**YOUR INSTRUCTIONS**
What you return should match the entries below exactly, only without the images.

**RECORDS SHOWN**
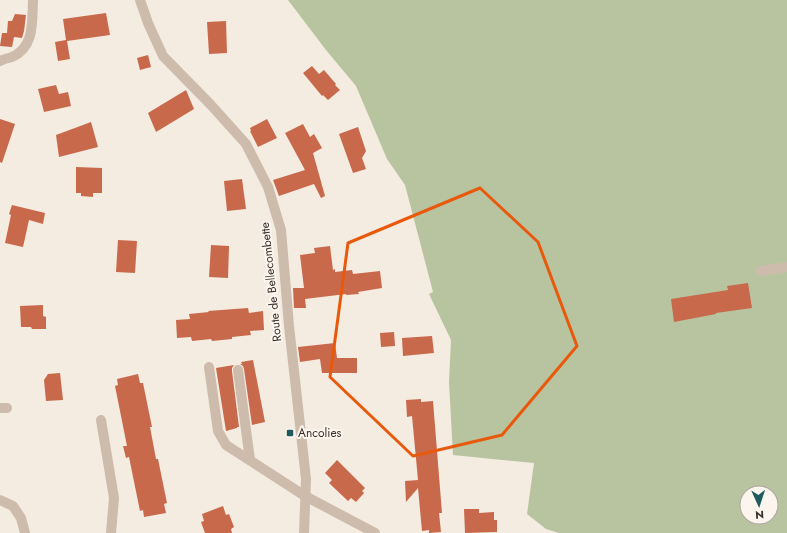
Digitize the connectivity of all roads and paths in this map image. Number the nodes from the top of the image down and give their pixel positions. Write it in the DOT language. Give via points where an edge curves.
graph roads {
  1 [pos="33,0"];
  2 [pos="140,0"];
  3 [pos="0,61"];
  4 [pos="787,266"];
  5 [pos="760,271"];
  6 [pos="208,367"];
  7 [pos="238,370"];
  8 [pos="101,420"];
  9 [pos="250,460"];
  10 [pos="305,496"];
  11 [pos="0,500"];
  12 [pos="25,533"];
  13 [pos="111,533"];
  14 [pos="304,533"];
  15 [pos="375,533"];
  1 -- 3 [label="street" via="32,31 26,47 14,56"];
  2 -- 10 [label="street, Route de Bellecombette" via="163,56 246,144 268,187 281,230 306,479"];
  4 -- 5 [label="street"];
  6 -- 9 [label="street" via="218,431 226,445"];
  7 -- 9 [label="street"];
  8 -- 13 [label="street" via="114,498"];
  9 -- 10 [label="street"];
  10 -- 14 [label="street, Route de Bellecombette"];
  10 -- 15 [label="street"];
  11 -- 12 [label="street" via="13,506 21,518"];
}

**ANSWER FOR THIS EXERCISE**
Digitize the connectivity of all roads and paths in this map image. Number the nodes from the top of the image down and give their pixel positions. Write it in the DOT language. Give via points where an edge curves.
graph roads {
  1 [pos="33,0"];
  2 [pos="140,0"];
  3 [pos="0,61"];
  4 [pos="787,266"];
  5 [pos="760,271"];
  6 [pos="208,367"];
  7 [pos="238,370"];
  8 [pos="101,420"];
  9 [pos="250,460"];
  10 [pos="305,496"];
  11 [pos="0,500"];
  12 [pos="25,533"];
  13 [pos="111,533"];
  14 [pos="304,533"];
  15 [pos="375,533"];
  1 -- 3 [label="street" via="32,31 26,47 14,56"];
  2 -- 10 [label="street, Route de Bellecombette" via="163,56 246,144 268,187 281,230 306,479"];
  4 -- 5 [label="street"];
  6 -- 9 [label="street" via="218,431 226,445"];
  7 -- 9 [label="street"];
  8 -- 13 [label="street" via="114,498"];
  9 -- 10 [label="street"];
  10 -- 14 [label="street, Route de Bellecombette"];
  10 -- 15 [label="street"];
  11 -- 12 [label="street" via="13,506 21,518"];
}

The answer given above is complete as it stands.